婚約破棄されたら「血みどろ騎士」に求婚されました
「以前、領地でお会いしたことを覚えているだろうか? 雪が積もる頃合いに」

 勿論、とアニスは頷いた。

「わたくしが視察に向かう途上で、雪崩が起きてしまって……辺境伯様が自ら、立ち往生していたわたくしどもを迎えに来てくださいましたね」
「ああ。そのときも途中で野盗が現れて、俺は昨日と同じように血塗れのまま貴女の前に立ったんだ」

 吹雪に見舞われ、城へ続く旧街道が雪崩によって塞がれてしまい、どうしたものかと護衛騎士たちと途方に暮れていたときだった。
 いつから目を付けられていたのか、森から野盗が現れたのだ。
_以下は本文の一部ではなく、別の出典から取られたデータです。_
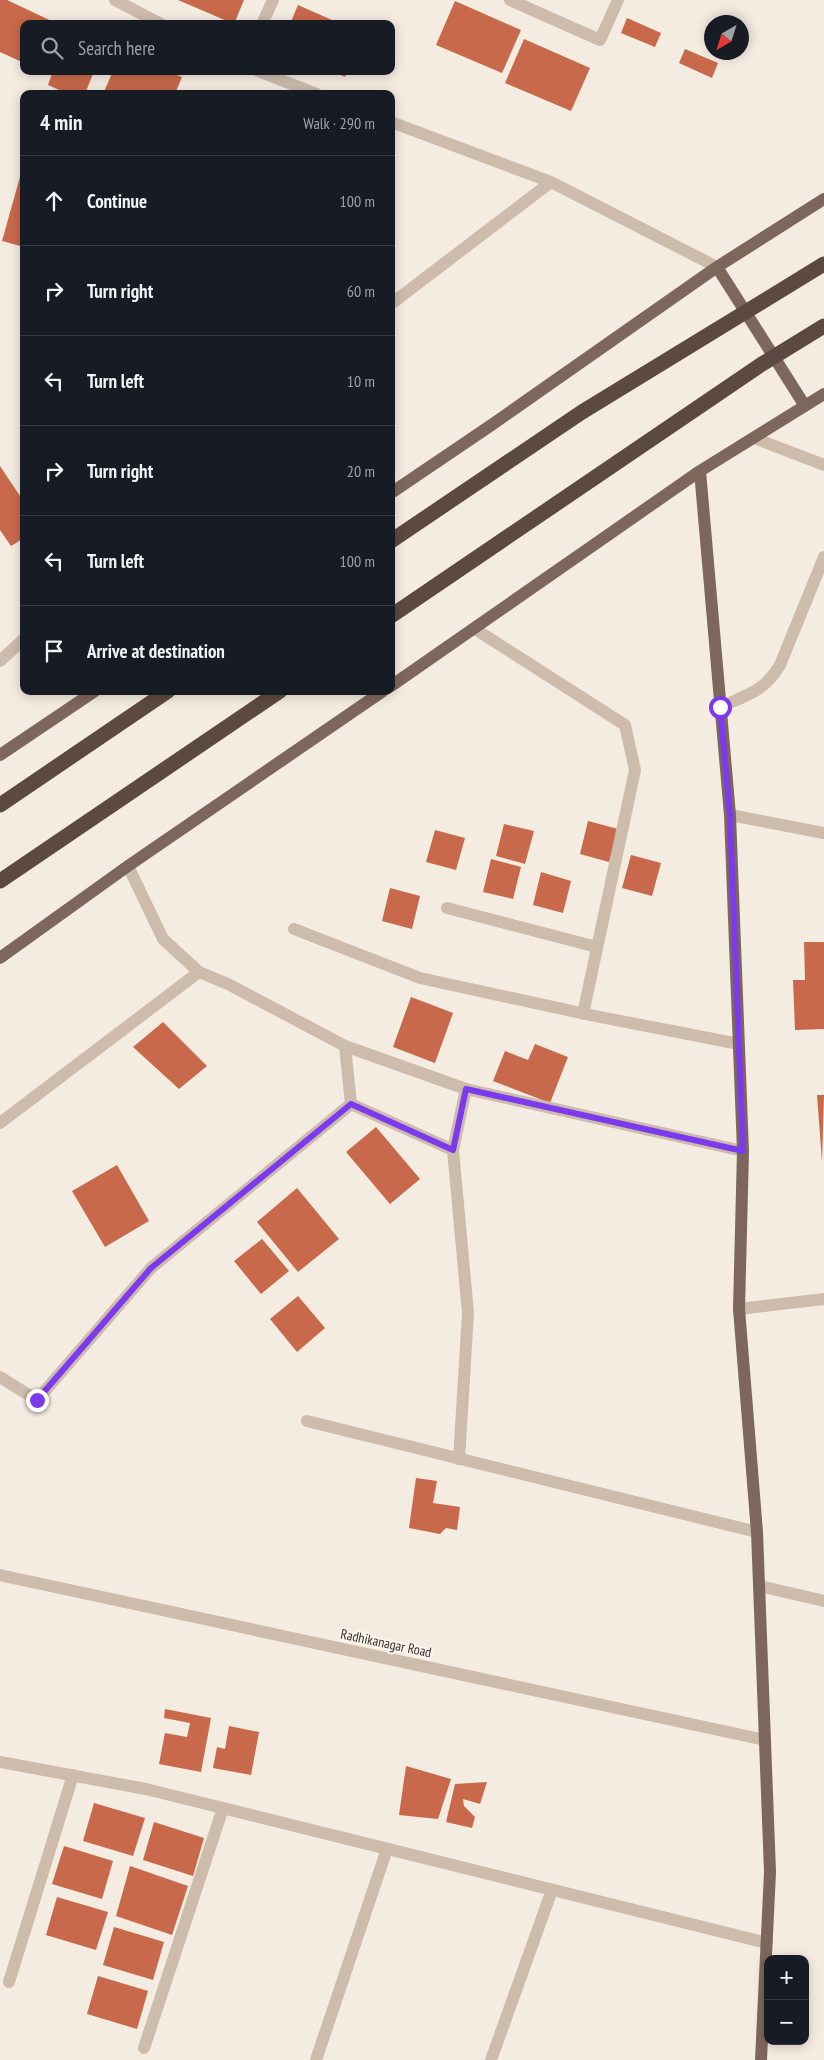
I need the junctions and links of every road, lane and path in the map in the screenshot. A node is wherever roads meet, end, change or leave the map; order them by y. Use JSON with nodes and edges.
{"nodes":[{"id":1,"x":115,"y":0,"type":"edge"},
{"id":2,"x":273,"y":0,"type":"edge"},
{"id":3,"x":510,"y":0,"type":"edge"},
{"id":4,"x":618,"y":0,"type":"edge"},
{"id":5,"x":153,"y":20,"type":"edge"},
{"id":6,"x":264,"y":20,"type":"edge"},
{"id":7,"x":268,"y":75,"type":"edge"},
{"id":8,"x":307,"y":90,"type":"edge"},
{"id":9,"x":395,"y":124,"type":"edge"},
{"id":10,"x":551,"y":182,"type":"junction"},
{"id":11,"x":824,"y":199,"type":"edge"},
{"id":12,"x":824,"y":264,"type":"edge"},
{"id":13,"x":717,"y":267,"type":"junction"},
{"id":14,"x":395,"y":301,"type":"edge"},
{"id":15,"x":824,"y":326,"type":"edge"},
{"id":16,"x":824,"y":394,"type":"edge"},
{"id":17,"x":805,"y":406,"type":"junction"},
{"id":18,"x":754,"y":438,"type":"junction"},
{"id":19,"x":824,"y":466,"type":"edge"},
{"id":20,"x":700,"y":471,"type":"junction"},
{"id":21,"x":395,"y":490,"type":"edge"},
{"id":22,"x":395,"y":537,"type":"edge"},
{"id":23,"x":824,"y":557,"type":"edge"},
{"id":24,"x":395,"y":613,"type":"edge"},
{"id":25,"x":474,"y":629,"type":"junction"},
{"id":26,"x":20,"y":643,"type":"edge"},
{"id":27,"x":0,"y":661,"type":"edge"},
{"id":28,"x":395,"y":683,"type":"edge"},
{"id":29,"x":89,"y":695,"type":"edge"},
{"id":30,"x":162,"y":695,"type":"edge"},
{"id":31,"x":274,"y":695,"type":"edge"},
{"id":32,"x":377,"y":695,"type":"edge"},
{"id":33,"x":720,"y":707,"type":"junction"},
{"id":34,"x":0,"y":755,"type":"edge"},
{"id":35,"x":0,"y":805,"type":"edge"},
{"id":36,"x":730,"y":815,"type":"junction"},
{"id":37,"x":824,"y":833,"type":"edge"},
{"id":38,"x":128,"y":866,"type":"junction"},
{"id":39,"x":0,"y":881,"type":"edge"},
{"id":40,"x":447,"y":908,"type":"dead end"},
{"id":41,"x":294,"y":929,"type":"dead end"},
{"id":42,"x":597,"y":946,"type":"junction"},
{"id":43,"x":0,"y":958,"type":"edge"},
{"id":44,"x":199,"y":972,"type":"junction"},
{"id":45,"x":583,"y":1014,"type":"junction"},
{"id":46,"x":739,"y":1044,"type":"junction"},
{"id":47,"x":345,"y":1046,"type":"junction"},
{"id":48,"x":466,"y":1089,"type":"junction"},
{"id":49,"x":351,"y":1104,"type":"junction"},
{"id":50,"x":0,"y":1123,"type":"edge"},
{"id":51,"x":453,"y":1150,"type":"junction"},
{"id":52,"x":743,"y":1151,"type":"junction"},
{"id":53,"x":824,"y":1299,"type":"edge"},
{"id":54,"x":739,"y":1309,"type":"junction"},
{"id":55,"x":0,"y":1377,"type":"edge"},
{"id":56,"x":307,"y":1421,"type":"dead end"},
{"id":57,"x":460,"y":1459,"type":"junction"},
{"id":58,"x":757,"y":1532,"type":"junction"},
{"id":59,"x":0,"y":1576,"type":"edge"},
{"id":60,"x":759,"y":1586,"type":"junction"},
{"id":61,"x":824,"y":1601,"type":"edge"},
{"id":62,"x":765,"y":1740,"type":"junction"},
{"id":63,"x":0,"y":1762,"type":"edge"},
{"id":64,"x":73,"y":1775,"type":"junction"},
{"id":65,"x":223,"y":1808,"type":"junction"},
{"id":66,"x":387,"y":1849,"type":"junction"},
{"id":67,"x":552,"y":1890,"type":"junction"},
{"id":68,"x":767,"y":1943,"type":"junction"},
{"id":69,"x":9,"y":1982,"type":"dead end"},
{"id":70,"x":144,"y":2048,"type":"dead end"},
{"id":71,"x":316,"y":2060,"type":"edge"},
{"id":72,"x":491,"y":2060,"type":"edge"},
{"id":73,"x":761,"y":2060,"type":"edge"}],
"edges":[{"from":1,"to":5,"type":"street"},
{"from":2,"to":6,"type":"street"},
{"from":3,"to":4,"type":"street"},
{"from":7,"to":8,"type":"street"},
{"from":9,"to":10,"type":"street"},
{"from":10,"to":13,"type":"street"},
{"from":10,"to":14,"type":"street"},
{"from":11,"to":13,"type":"main road"},
{"from":12,"to":22,"type":"highway","bridge":true},
{"from":13,"to":17,"type":"main road"},
{"from":13,"to":21,"type":"main road"},
{"from":15,"to":24,"type":"highway","bridge":true},
{"from":16,"to":17,"type":"main road"},
{"from":17,"to":18,"type":"main road"},
{"from":18,"to":19,"type":"street"},
{"from":18,"to":20,"type":"main road"},
{"from":20,"to":25,"type":"main road"},
{"from":20,"to":33,"type":"main road"},
{"from":23,"to":33,"type":"street"},
{"from":25,"to":28,"type":"main road"},
{"from":25,"to":42,"type":"street"},
{"from":26,"to":27,"type":"street"},
{"from":29,"to":34,"type":"main road"},
{"from":30,"to":35,"type":"highway"},
{"from":31,"to":39,"type":"highway"},
{"from":32,"to":38,"type":"main road"},
{"from":33,"to":36,"type":"main road"},
{"from":36,"to":37,"type":"street"},
{"from":36,"to":46,"type":"main road"},
{"from":38,"to":43,"type":"main road"},
{"from":38,"to":44,"type":"street"},
{"from":40,"to":42,"type":"street"},
{"from":41,"to":45,"type":"street"},
{"from":42,"to":45,"type":"street"},
{"from":44,"to":47,"type":"street"},
{"from":44,"to":50,"type":"street"},
{"from":45,"to":46,"type":"street"},
{"from":46,"to":52,"type":"main road"},
{"from":47,"to":48,"type":"street"},
{"from":47,"to":49,"type":"street"},
{"from":48,"to":51,"type":"street"},
{"from":48,"to":52,"type":"street"},
{"from":49,"to":51,"type":"street"},
{"from":49,"to":55,"type":"street"},
{"from":51,"to":57,"type":"street"},
{"from":52,"to":54,"type":"main road"},
{"from":53,"to":54,"type":"street"},
{"from":54,"to":58,"type":"main road"},
{"from":56,"to":57,"type":"street"},
{"from":57,"to":58,"type":"street"},
{"from":58,"to":60,"type":"main road"},
{"from":59,"to":62,"type":"street","name":"Radhikanagar Road"},
{"from":60,"to":61,"type":"street"},
{"from":60,"to":62,"type":"main road"},
{"from":62,"to":68,"type":"main road"},
{"from":63,"to":64,"type":"street"},
{"from":64,"to":65,"type":"street"},
{"from":64,"to":69,"type":"street"},
{"from":65,"to":66,"type":"street"},
{"from":65,"to":70,"type":"street"},
{"from":66,"to":67,"type":"street"},
{"from":66,"to":71,"type":"street"},
{"from":67,"to":68,"type":"street"},
{"from":67,"to":72,"type":"street"},
{"from":68,"to":73,"type":"main road"}]}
彼らがアニスの身柄を狙っていることは明らかで、万事休すかと思った瞬間──視界にいた野盗が一斉になぎ払われた。
 圧倒的な実力差をもって場を制圧したのは、当時まだ襲爵していなかったルディだったのだ。
 父の指示で迎えに来たと言う彼に、怯える暇すらなかったアニスは呆然と頷いたことを覚えている。
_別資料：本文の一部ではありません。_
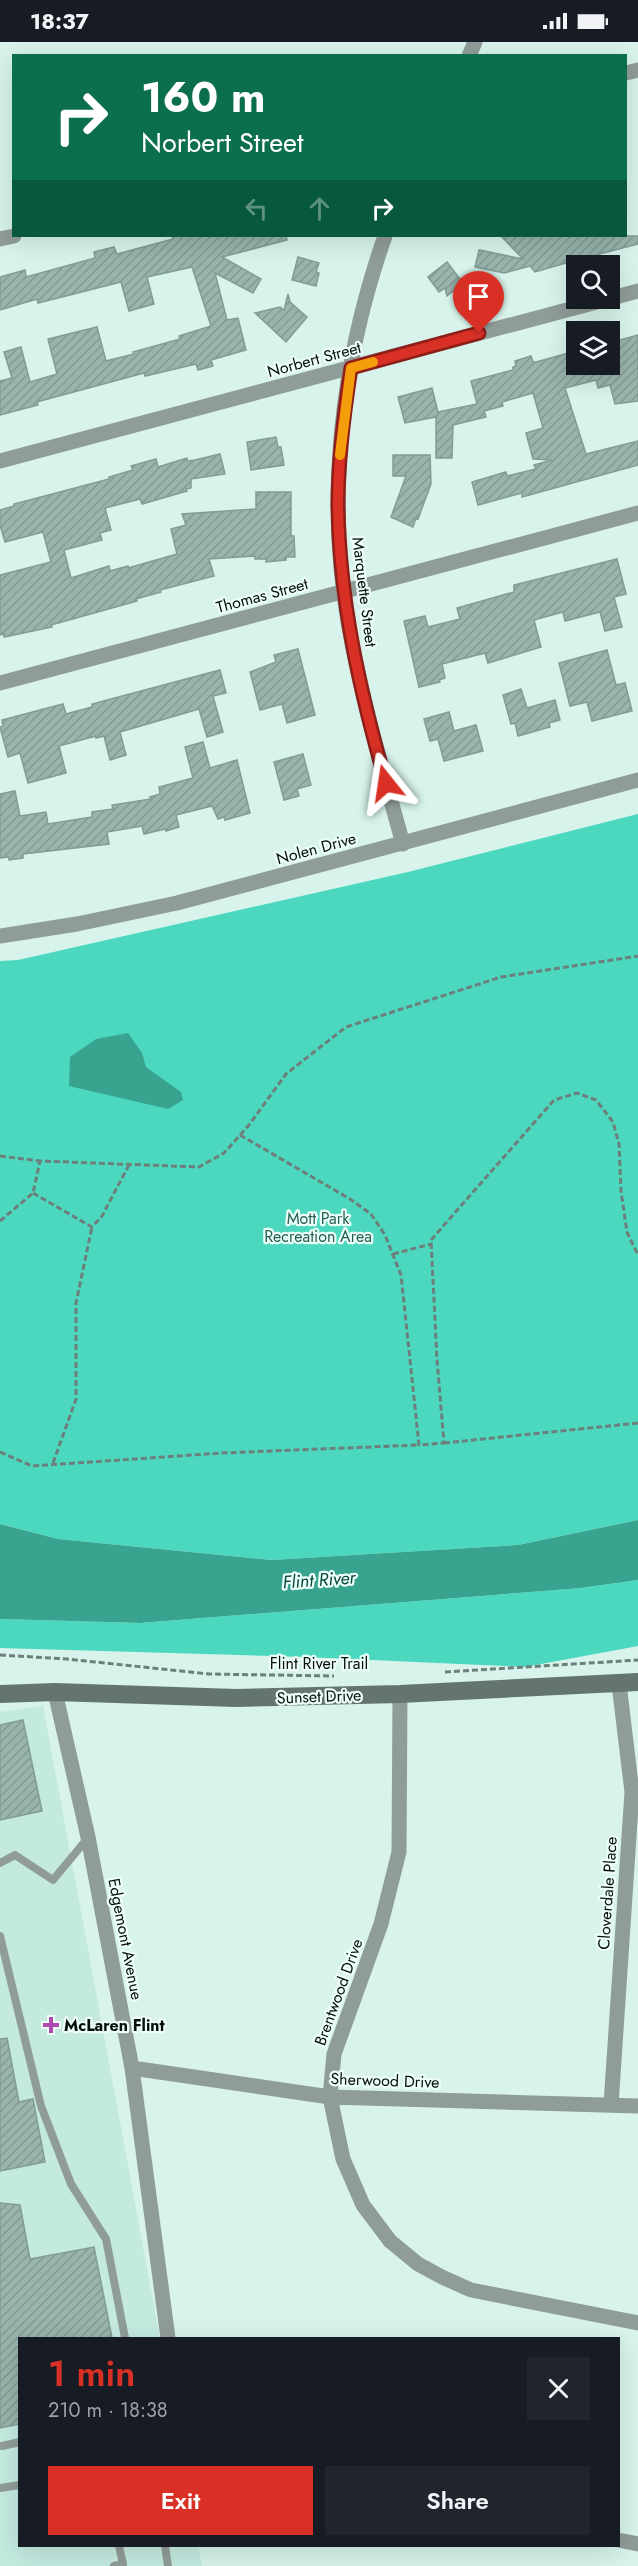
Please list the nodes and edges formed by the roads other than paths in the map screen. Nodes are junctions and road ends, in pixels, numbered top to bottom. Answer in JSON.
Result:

「……あの後、ご令嬢の目の前で賊の首を切るなど有り得ない、配慮しろと父に叱られてな。ショックで気絶でもしたらどうすると」
「まぁ」
「確かに一理あると思って、貴女が体調を崩していないか確かめに行ったんだ。そしたら、廊下でお付きのメイドたちが話しているのが聞こえて……」

 ──あの男、アニス様に賊の血を浴びせたのよ!
 ──「血みどろ騎士」って本当だったのね、おぞましいわ。
 窮地を救ってもらったにも関わらず、年若いメイドたちはルディの行動を「紳士的でない」だの「野蛮」だのと好き勝手に文句を言っていたようだ。
 過去のこととは言え、何て無礼なことをとアニスが青ざめたのも束の間。彼女の表情を見たルディが小さく微笑む。

「あのときも、今と同じような顔をしていた」
「えっ」
「命の恩人を悪し様に言うなんて、どうかしているとメイドを厳しく叱っていたよ」
「そう、でしたか」

 何と、既に叱責済みだった。ひとまず安心したが、そんなところをルディに見られていたのかと、気恥ずかしさが同時に込み上げる。
 アニスの気持ちを知ってか知らずか、ルディはやわらかな微笑を浮かべたまま続けた。